# Description of the task
Repeat exactly, and only, the lines from the one containing "Digitize the connectivity" through the last line of the data below.

________________________

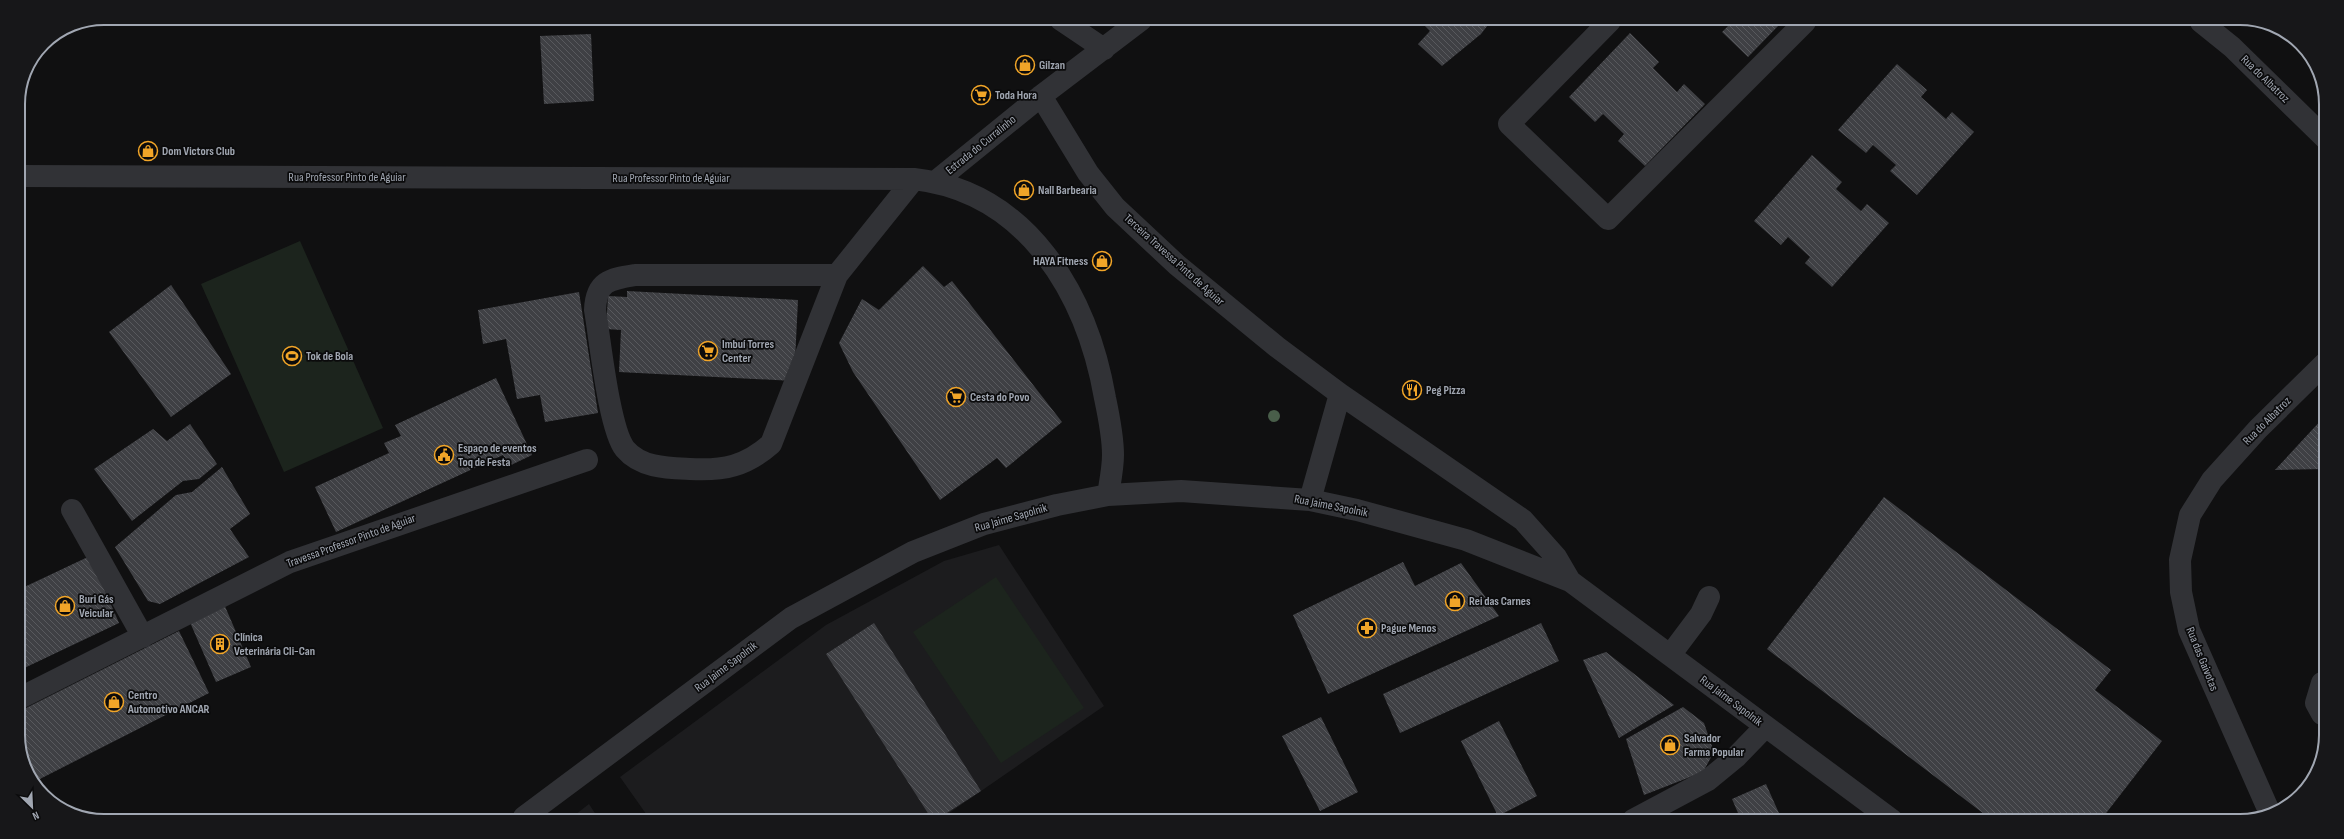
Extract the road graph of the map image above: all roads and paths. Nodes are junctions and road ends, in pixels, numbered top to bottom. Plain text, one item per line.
1 (1068, 25) edge
2 (1131, 25) edge
3 (1606, 25) edge
4 (1802, 25) edge
5 (2205, 25) edge
6 (1104, 49) junction
7 (1041, 96) junction
8 (2319, 132) edge
9 (25, 176) edge
10 (925, 180) junction
11 (837, 275) junction
12 (2319, 369) edge
13 (1340, 394) junction
14 (587, 460) dead end
15 (2212, 480) joint
16 (1108, 495) junction
17 (1310, 500) junction
18 (72, 510) dead end
19 (1570, 581) junction
20 (1709, 597) dead end
21 (143, 637) junction
22 (1671, 654) junction
23 (2319, 692) edge
24 (25, 696) edge
25 (2319, 708) edge
26 (1765, 727) junction
27 (2268, 809) edge
28 (535, 814) edge
29 (1644, 814) edge
30 (1884, 814) edge

1 - 6 street
2 - 6 street, Estrada do Curralinho
3 - 4 street
5 - 8 street, Rua do Albatroz
6 - 7 street, Estrada do Curralinho
7 - 10 street, Estrada do Curralinho
7 - 13 street, Terceira Travessa Pinto de Aguiar
9 - 10 street, Rua Professor Pinto de Aguiar
10 - 11 street, Estrada do Curralinho
10 - 16 street, Rua Professor Pinto de Aguiar
11 - 11 street, Estrada do Curralinho
12 - 15 street, Rua do Albatroz
13 - 17 street
13 - 19 street, Rua Jaime Sapolnik
14 - 21 street, Travessa Professor Pinto de Aguiar
15 - 27 street, Rua das Gaivotas
16 - 17 street, Rua Jaime Sapolnik
16 - 28 street, Rua Jaime Sapolnik
17 - 19 street, Rua Jaime Sapolnik
18 - 21 street
19 - 22 street, Rua Jaime Sapolnik
20 - 22 street
21 - 24 street, Travessa Professor Pinto de Aguiar
22 - 26 street, Rua Jaime Sapolnik
23 - 25 street
26 - 29 street
26 - 30 street, Rua Jaime Sapolnik

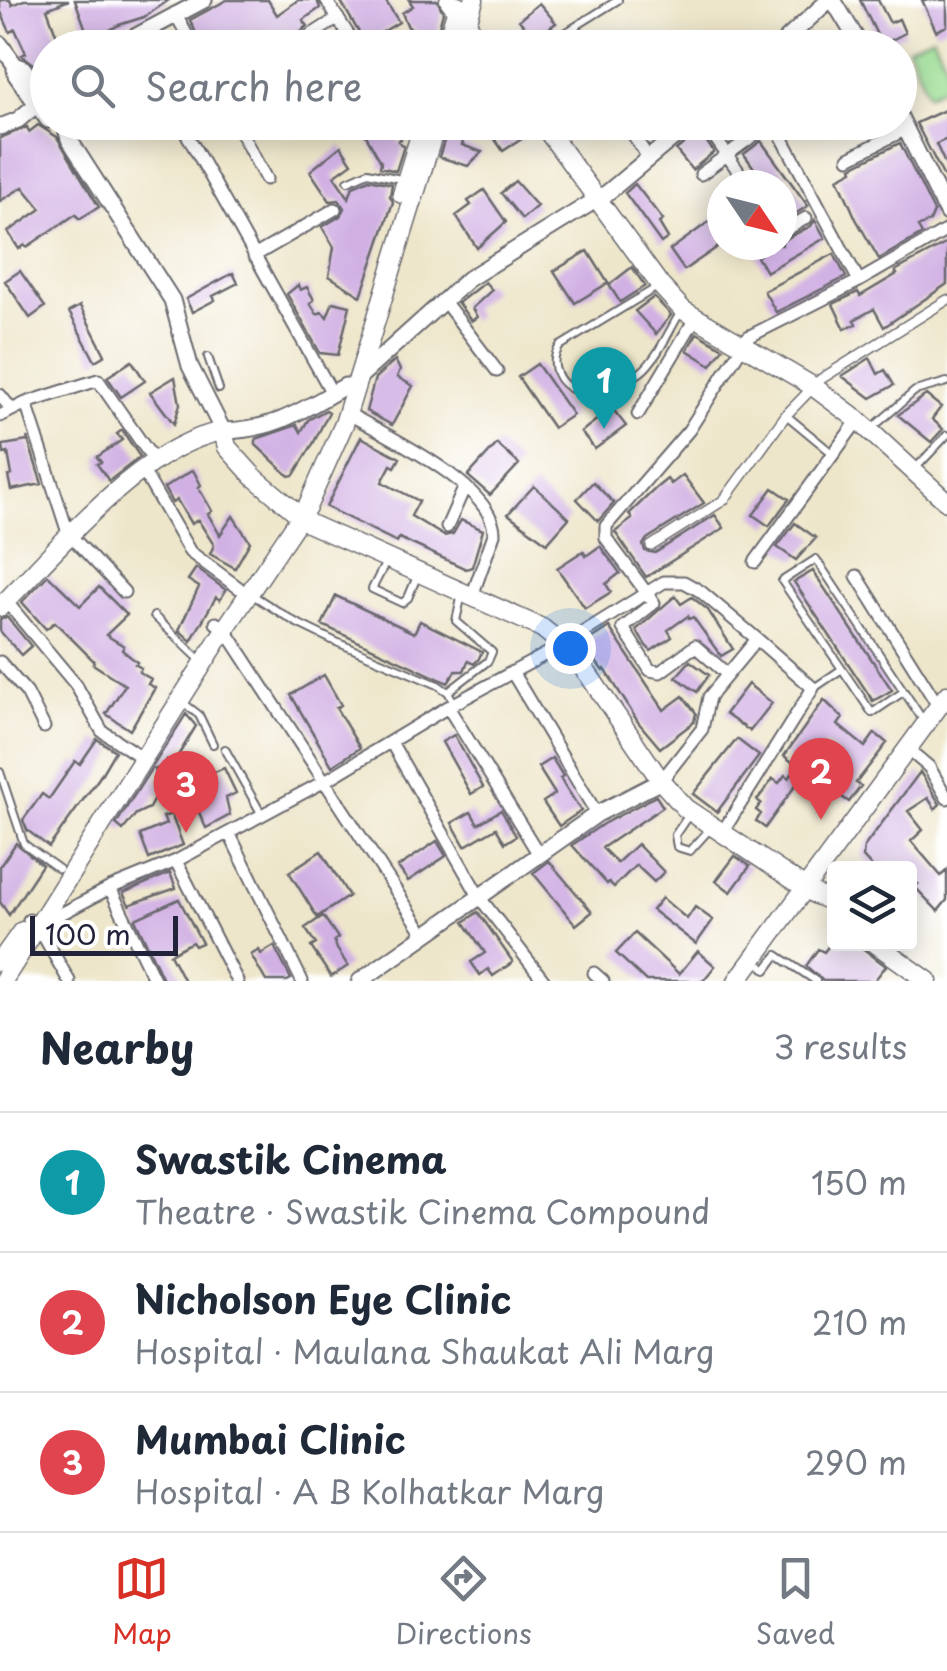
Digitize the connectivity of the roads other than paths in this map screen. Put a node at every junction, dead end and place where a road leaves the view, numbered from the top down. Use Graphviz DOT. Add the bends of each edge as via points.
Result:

________________________

# Response box
Digitize the connectivity of the roads other than paths in this map screen. Put a node at every junction, dead end and place where a road leaves the view, numbered from the top down. Use Graphviz DOT. Add the bends of each edge as via points.
Result:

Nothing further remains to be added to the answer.